• RECORDS:
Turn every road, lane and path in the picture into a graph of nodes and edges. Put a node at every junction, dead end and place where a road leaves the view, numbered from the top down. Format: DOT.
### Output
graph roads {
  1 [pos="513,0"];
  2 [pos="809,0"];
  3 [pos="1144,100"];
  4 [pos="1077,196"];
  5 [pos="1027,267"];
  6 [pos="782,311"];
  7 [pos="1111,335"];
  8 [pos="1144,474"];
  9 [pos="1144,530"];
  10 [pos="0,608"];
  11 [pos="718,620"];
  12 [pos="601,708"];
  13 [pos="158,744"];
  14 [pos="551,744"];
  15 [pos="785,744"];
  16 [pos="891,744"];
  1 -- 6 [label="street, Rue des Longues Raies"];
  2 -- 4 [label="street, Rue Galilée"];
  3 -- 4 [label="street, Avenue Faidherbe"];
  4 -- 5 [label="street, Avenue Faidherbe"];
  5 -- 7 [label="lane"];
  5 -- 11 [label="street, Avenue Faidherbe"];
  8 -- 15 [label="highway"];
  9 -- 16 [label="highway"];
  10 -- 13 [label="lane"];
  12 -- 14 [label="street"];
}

• YOUR OBJECTIVE:
Reproduce the entries exactly, dropping nothing.

• SOLUTION TO THE PROBLEM:
Turn every road, lane and path in the picture into a graph of nodes and edges. Put a node at every junction, dead end and place where a road leaves the view, numbered from the top down. Format: DOT.
### Output
graph roads {
  1 [pos="513,0"];
  2 [pos="809,0"];
  3 [pos="1144,100"];
  4 [pos="1077,196"];
  5 [pos="1027,267"];
  6 [pos="782,311"];
  7 [pos="1111,335"];
  8 [pos="1144,474"];
  9 [pos="1144,530"];
  10 [pos="0,608"];
  11 [pos="718,620"];
  12 [pos="601,708"];
  13 [pos="158,744"];
  14 [pos="551,744"];
  15 [pos="785,744"];
  16 [pos="891,744"];
  1 -- 6 [label="street, Rue des Longues Raies"];
  2 -- 4 [label="street, Rue Galilée"];
  3 -- 4 [label="street, Avenue Faidherbe"];
  4 -- 5 [label="street, Avenue Faidherbe"];
  5 -- 7 [label="lane"];
  5 -- 11 [label="street, Avenue Faidherbe"];
  8 -- 15 [label="highway"];
  9 -- 16 [label="highway"];
  10 -- 13 [label="lane"];
  12 -- 14 [label="street"];
}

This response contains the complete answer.